Website with dynamic content by js

Use puppeteer to load page with javascript to scrape dynamic content.

/**
 *  <body>
 *    <h1>
 *      tick tok tick tok
 *    </h1>
 *    <script>
 *      document.querySelector('h1').textContent = 'boom!'
 *    </script>
 *  </body>
 */

import { scrape } from 'scrape-brrr'

const data = await scrape('http://website.com', 'h1', { dynamic: true })
// ["boom!"]

Scrape new reddit website

Might not get the data correctly due to change of html structure.
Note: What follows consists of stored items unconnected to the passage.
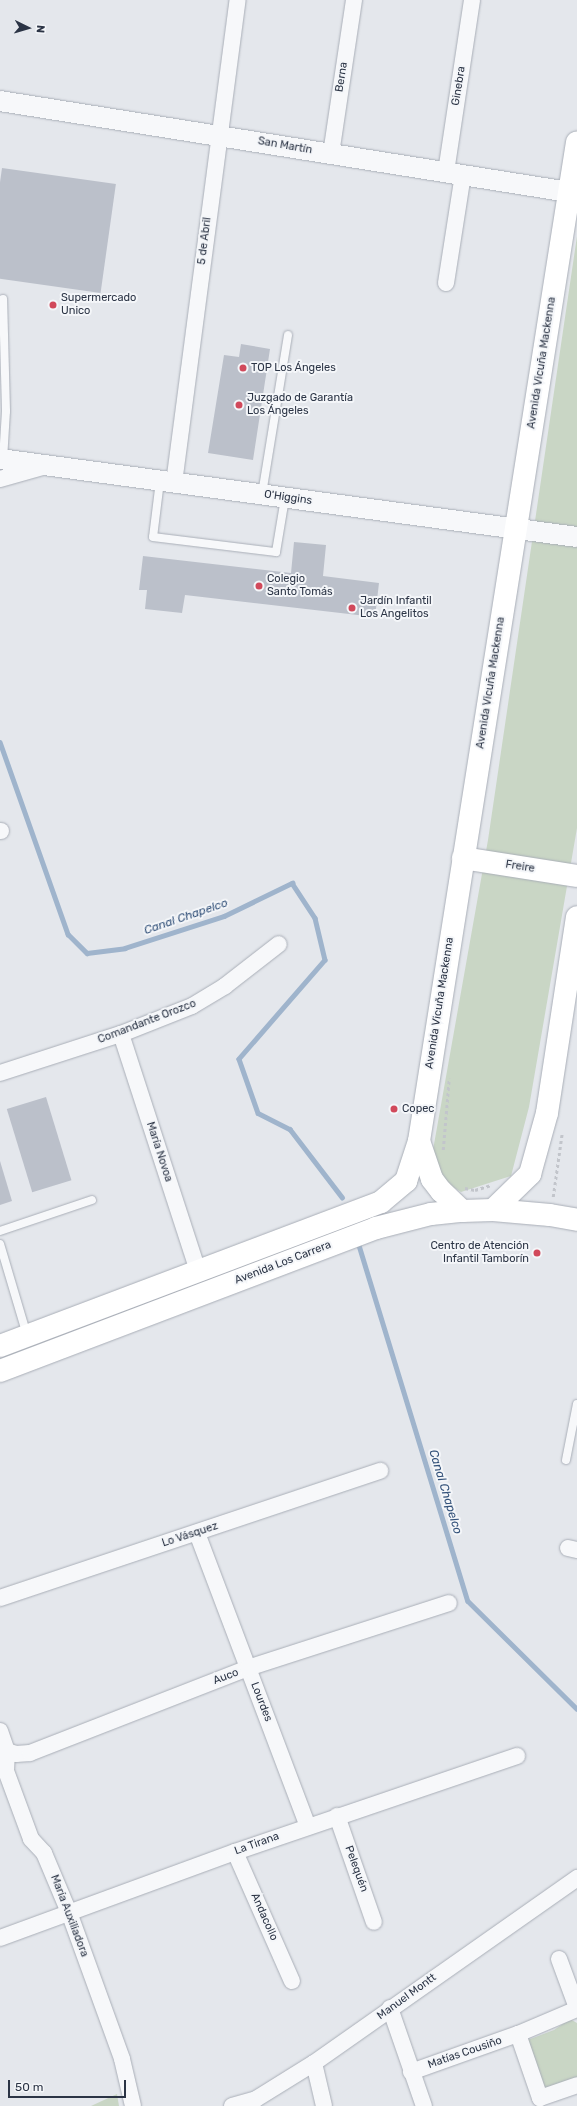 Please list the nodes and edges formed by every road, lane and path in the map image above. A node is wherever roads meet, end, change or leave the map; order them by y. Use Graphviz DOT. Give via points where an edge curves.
graph roads {
  1 [pos="238,0"];
  2 [pos="354,0"];
  3 [pos="472,0"];
  4 [pos="0,101"];
  5 [pos="219,134"];
  6 [pos="577,142"];
  7 [pos="331,154"];
  8 [pos="455,173"];
  9 [pos="569,192"];
  10 [pos="446,282"];
  11 [pos="3,299"];
  12 [pos="288,335"];
  13 [pos="1,466"];
  14 [pos="167,482"];
  15 [pos="262,495"];
  16 [pos="285,498"];
  17 [pos="515,529"];
  18 [pos="577,537"];
  19 [pos="463,858"];
  20 [pos="577,876"];
  21 [pos="577,917"];
  22 [pos="279,944"];
  23 [pos="121,1034"];
  24 [pos="0,1073"];
  25 [pos="419,1140"];
  26 [pos="92,1200"];
  27 [pos="493,1210"];
  28 [pos="462,1211"];
  29 [pos="577,1220"];
  30 [pos="0,1231"];
  31 [pos="0,1244"];
  32 [pos="198,1271"];
  33 [pos="27,1336"];
  34 [pos="0,1346"];
  35 [pos="0,1371"];
  36 [pos="577,1404"];
  37 [pos="566,1460"];
  38 [pos="380,1471"];
  39 [pos="197,1533"];
  40 [pos="0,1598"];
  41 [pos="449,1603"];
  42 [pos="248,1668"];
  43 [pos="0,1731"];
  44 [pos="7,1751"];
  45 [pos="517,1756"];
  46 [pos="337,1816"];
  47 [pos="308,1826"];
  48 [pos="235,1852"];
  49 [pos="577,1878"];
  50 [pos="70,1915"];
  51 [pos="374,1922"];
  52 [pos="0,1938"];
  53 [pos="559,1959"];
  54 [pos="292,1981"];
  55 [pos="390,2008"];
  56 [pos="577,2009"];
  57 [pos="518,2034"];
  58 [pos="314,2063"];
  59 [pos="411,2072"];
  60 [pos="577,2084"];
  61 [pos="133,2106"];
  62 [pos="232,2106"];
  63 [pos="324,2106"];
  64 [pos="424,2106"];
  1 -- 5 [label="street, 5 de Abril"];
  2 -- 7 [label="street, Berna"];
  3 -- 8 [label="street, Ginebra"];
  4 -- 5 [label="street, San Martín"];
  5 -- 7 [label="street, San Martín"];
  5 -- 14 [label="street, 5 de Abril"];
  6 -- 9 [label="main road, Avenida Vicuña Mackenna"];
  7 -- 8 [label="street, San Martín"];
  8 -- 9 [label="street, San Martín"];
  8 -- 10 [label="street, Ginebra"];
  9 -- 17 [label="main road, Avenida Vicuña Mackenna"];
  11 -- 13 [label="lane" via="6,411"];
  12 -- 15 [label="lane"];
  13 -- 14 [label="street, O'Higgins" via="46,466"];
  14 -- 15 [label="street, O'Higgins"];
  14 -- 16 [label="lane" via="153,537 276,552"];
  15 -- 16 [label="street, O'Higgins"];
  16 -- 17 [label="street, O'Higgins"];
  17 -- 18 [label="street, O'Higgins"];
  17 -- 19 [label="main road, Avenida Vicuña Mackenna"];
  19 -- 20 [label="main road, Freire"];
  19 -- 25 [label="main road, Avenida Vicuña Mackenna"];
  21 -- 27 [label="main road" via="547,1113 530,1174"];
  22 -- 23 [label="street, Comandante Orozco" via="225,986 192,1006"];
  23 -- 24 [label="street, Comandante Orozco"];
  23 -- 32 [label="street, María Novoa"];
  25 -- 28 [label="main road, Avenida Vicuña Mackenna" via="432,1179 441,1192"];
  25 -- 32 [label="main road, Avenida Los Carrera" via="406,1181 381,1202"];
  26 -- 30 [label="lane"];
  27 -- 28 [label="main road, Avenida Los Carrera"];
  27 -- 29 [label="main road, Avenida Los Carrera" via="550,1214"];
  28 -- 35 [label="main road, Avenida Los Carrera" via="431,1214 376,1228"];
  31 -- 33 [label="lane"];
  32 -- 33 [label="main road, Avenida Los Carrera"];
  33 -- 34 [label="main road, Avenida Los Carrera"];
  36 -- 37 [label="lane"];
  38 -- 39 [label="street, Lo Vásquez"];
  39 -- 40 [label="street, Lo Vásquez"];
  39 -- 42 [label="street, Lourdes"];
  41 -- 42 [label="street, Auco"];
  42 -- 44 [label="street, Auco" via="30,1753 16,1754"];
  42 -- 47 [label="street, Lourdes"];
  43 -- 44 [label="street, María Auxiliadora"];
  44 -- 50 [label="street, María Auxiliadora" via="6,1771 31,1839 44,1853"];
  45 -- 46 [label="street, La Tirana"];
  46 -- 47 [label="street, La Tirana"];
  46 -- 51 [label="street, Pelequén"];
  47 -- 48 [label="street, La Tirana"];
  48 -- 50 [label="street, La Tirana"];
  48 -- 54 [label="street, Andacollo"];
  49 -- 55 [label="street, Manuel Montt"];
  50 -- 52 [label="street, La Tirana"];
  50 -- 61 [label="street, María Auxiliadora" via="122,2059"];
  53 -- 56 [label="street, Matías Cousiño"];
  55 -- 58 [label="street, Manuel Montt"];
  55 -- 59 [label="street"];
  56 -- 57 [label="street, Matías Cousiño"];
  57 -- 59 [label="street, Matías Cousiño"];
  57 -- 60 [label="street" via="540,2098"];
  58 -- 62 [label="street, Manuel Montt" via="256,2099"];
  58 -- 63 [label="street"];
  59 -- 64 [label="street"];
}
const { scrape } = require("scrape-brrr");
const numeral = require('numeral')

async function scrapeNewReddit() {
  const url = "https://reddit.com/";
  const data = await scrape(url, [
    {
      name: "posts",
      selector: ".Post",
      many: true,
      nested: [
        {
          name: "title",
          selector: "h3",
        },
        {
          name: "votes",
          selector: "div:first-child div div div",
          transform: str => numeral(str).value(),
        },
        {
          name: "link",
          selector: "a[data-click-id=body]",
          attr: "href",
        },
      ],
    },
  ], { dynamic: true });
  console.log(data);
}

scrapeNewReddit();
// { 
//   posts: [
//     {
//       title: 'GME Megathread for April 01, 2021',
//       votes: 11800,
//       link: '/r/wallstreetbets/comments/mhu8tg/gme_megathread_for_april_01_2021/'
//     },
//     ...
//   ]
// }

Other features

  • Handle non-utf8 charset response from server (e.g. chinese encoding big5)

Development

yarn install

yarn test